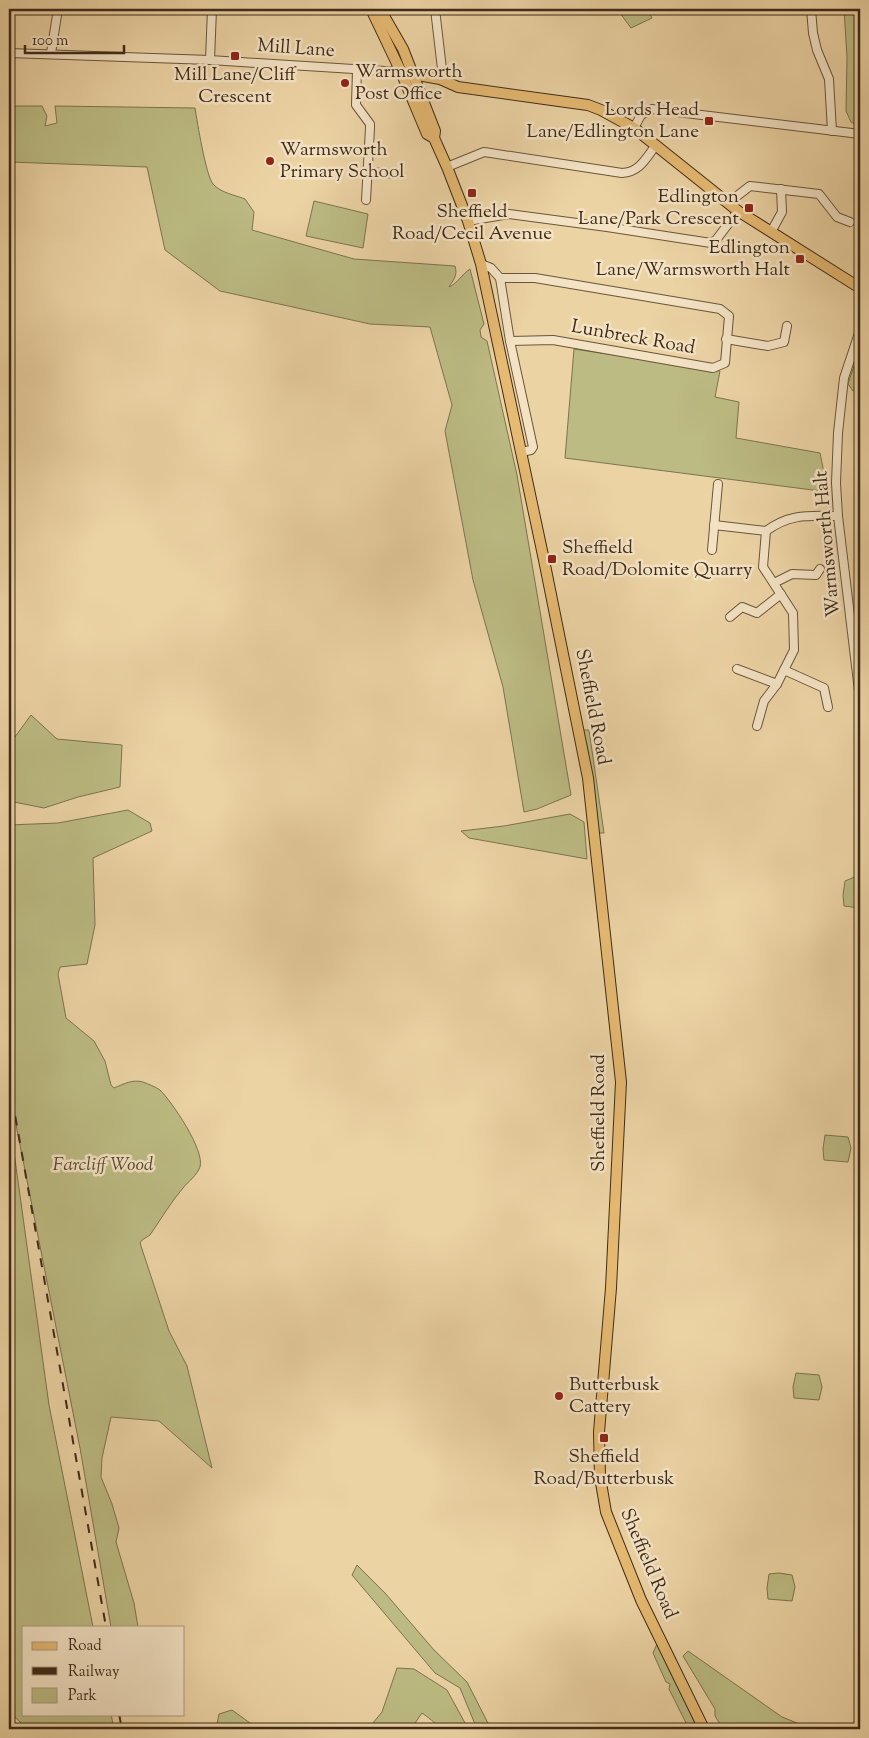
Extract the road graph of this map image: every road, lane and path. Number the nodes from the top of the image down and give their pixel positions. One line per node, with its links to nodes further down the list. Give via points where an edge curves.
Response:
1 (58, 9): 8 (street)
2 (212, 9): 9 (street)
3 (371, 9): 11 (main road, Sheffield Road)
4 (380, 9): 12 (main road, Sheffield Road)
5 (435, 9): 13 (street)
6 (811, 9): 15 (street, via 817,50 829,79)
7 (9, 53): 8 (street, Mill Lane)
8 (51, 53): 9 (street, Mill Lane)
9 (210, 60): 10 (street, Mill Lane)
10 (357, 70): 11 (street, Mill Lane); 20 (street, via 356,105 370,124)
11 (402, 72): 12 (main road); 17 (main road, Sheffield Road, via 427,134)
12 (414, 73): 13 (main road); 17 (main road, Sheffield Road, via 435,132)
13 (440, 79): 14 (main road, via 458,87 588,106)
14 (634, 128): 15 (street, via 641,115 652,109); 18 (main road)
15 (832, 131): 16 (street)
16 (860, 134)
17 (434, 138): 19 (main road, Sheffield Road)
18 (656, 145): 19 (street, via 630,173 484,152); 24 (main road)
19 (447, 167): 26 (main road, Sheffield Road)
20 (367, 172): 21 (street); 23 (street)
21 (400, 174)
22 (782, 189): 24 (street, via 750,186); 27 (street, via 819,194 837,217); 28 (street, via 782,212)
23 (366, 200)
24 (728, 203): 25 (main road)
25 (738, 211): 26 (street, via 711,243 509,214); 28 (main road)
26 (468, 221): 29 (main road, Sheffield Road)
27 (850, 222)
28 (771, 232): 31 (main road)
29 (481, 264): 30 (street, via 491,268); 36 (main road, Sheffield Road)
30 (500, 278): 34 (street, via 534,278 720,309 729,316); 35 (street)
31 (860, 288)
32 (787, 326): 34 (street, via 784,342 768,346)
33 (860, 330): 38 (street, Warmsworth Halt, via 844,378 836,483)
34 (726, 339): 35 (street, Lunbreck Road, via 725,363 713,368 553,340)
35 (510, 342): 36 (street, via 533,447)
36 (521, 452): 52 (main road, Sheffield Road, via 588,778 621,1082 611,1288 599,1432 600,1477 606,1512 641,1600)
37 (718, 484): 39 (street)
38 (838, 516): 40 (street, via 798,516 778,522); 49 (street, Warmsworth Halt)
39 (714, 525): 40 (street); 41 (street)
40 (766, 531): 43 (street, via 763,567)
41 (712, 550)
42 (817, 583): 43 (street, via 818,572 792,574)
43 (774, 584): 44 (street)
44 (781, 594): 45 (street, via 757,613 742,607); 47 (street, via 793,613 794,650)
45 (730, 617)
46 (737, 669): 48 (street)
47 (784, 670): 48 (street); 50 (street, via 824,688)
48 (777, 684): 51 (street, via 764,702)
49 (860, 699)
50 (828, 707)
51 (757, 726)
52 (704, 1729)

■ **The problem**
Pictures are to be left out; everything else in the entries is reproduced verbatim.

■ **Expected answer**
Extract the road graph of this map image: every road, lane and path. Number the nodes from the top of the image down and give their pixel positions. One line per node, with its links to nodes further down the list. Give via points where an edge curves.
Response:
1 (58, 9): 8 (street)
2 (212, 9): 9 (street)
3 (371, 9): 11 (main road, Sheffield Road)
4 (380, 9): 12 (main road, Sheffield Road)
5 (435, 9): 13 (street)
6 (811, 9): 15 (street, via 817,50 829,79)
7 (9, 53): 8 (street, Mill Lane)
8 (51, 53): 9 (street, Mill Lane)
9 (210, 60): 10 (street, Mill Lane)
10 (357, 70): 11 (street, Mill Lane); 20 (street, via 356,105 370,124)
11 (402, 72): 12 (main road); 17 (main road, Sheffield Road, via 427,134)
12 (414, 73): 13 (main road); 17 (main road, Sheffield Road, via 435,132)
13 (440, 79): 14 (main road, via 458,87 588,106)
14 (634, 128): 15 (street, via 641,115 652,109); 18 (main road)
15 (832, 131): 16 (street)
16 (860, 134)
17 (434, 138): 19 (main road, Sheffield Road)
18 (656, 145): 19 (street, via 630,173 484,152); 24 (main road)
19 (447, 167): 26 (main road, Sheffield Road)
20 (367, 172): 21 (street); 23 (street)
21 (400, 174)
22 (782, 189): 24 (street, via 750,186); 27 (street, via 819,194 837,217); 28 (street, via 782,212)
23 (366, 200)
24 (728, 203): 25 (main road)
25 (738, 211): 26 (street, via 711,243 509,214); 28 (main road)
26 (468, 221): 29 (main road, Sheffield Road)
27 (850, 222)
28 (771, 232): 31 (main road)
29 (481, 264): 30 (street, via 491,268); 36 (main road, Sheffield Road)
30 (500, 278): 34 (street, via 534,278 720,309 729,316); 35 (street)
31 (860, 288)
32 (787, 326): 34 (street, via 784,342 768,346)
33 (860, 330): 38 (street, Warmsworth Halt, via 844,378 836,483)
34 (726, 339): 35 (street, Lunbreck Road, via 725,363 713,368 553,340)
35 (510, 342): 36 (street, via 533,447)
36 (521, 452): 52 (main road, Sheffield Road, via 588,778 621,1082 611,1288 599,1432 600,1477 606,1512 641,1600)
37 (718, 484): 39 (street)
38 (838, 516): 40 (street, via 798,516 778,522); 49 (street, Warmsworth Halt)
39 (714, 525): 40 (street); 41 (street)
40 (766, 531): 43 (street, via 763,567)
41 (712, 550)
42 (817, 583): 43 (street, via 818,572 792,574)
43 (774, 584): 44 (street)
44 (781, 594): 45 (street, via 757,613 742,607); 47 (street, via 793,613 794,650)
45 (730, 617)
46 (737, 669): 48 (street)
47 (784, 670): 48 (street); 50 (street, via 824,688)
48 (777, 684): 51 (street, via 764,702)
49 (860, 699)
50 (828, 707)
51 (757, 726)
52 (704, 1729)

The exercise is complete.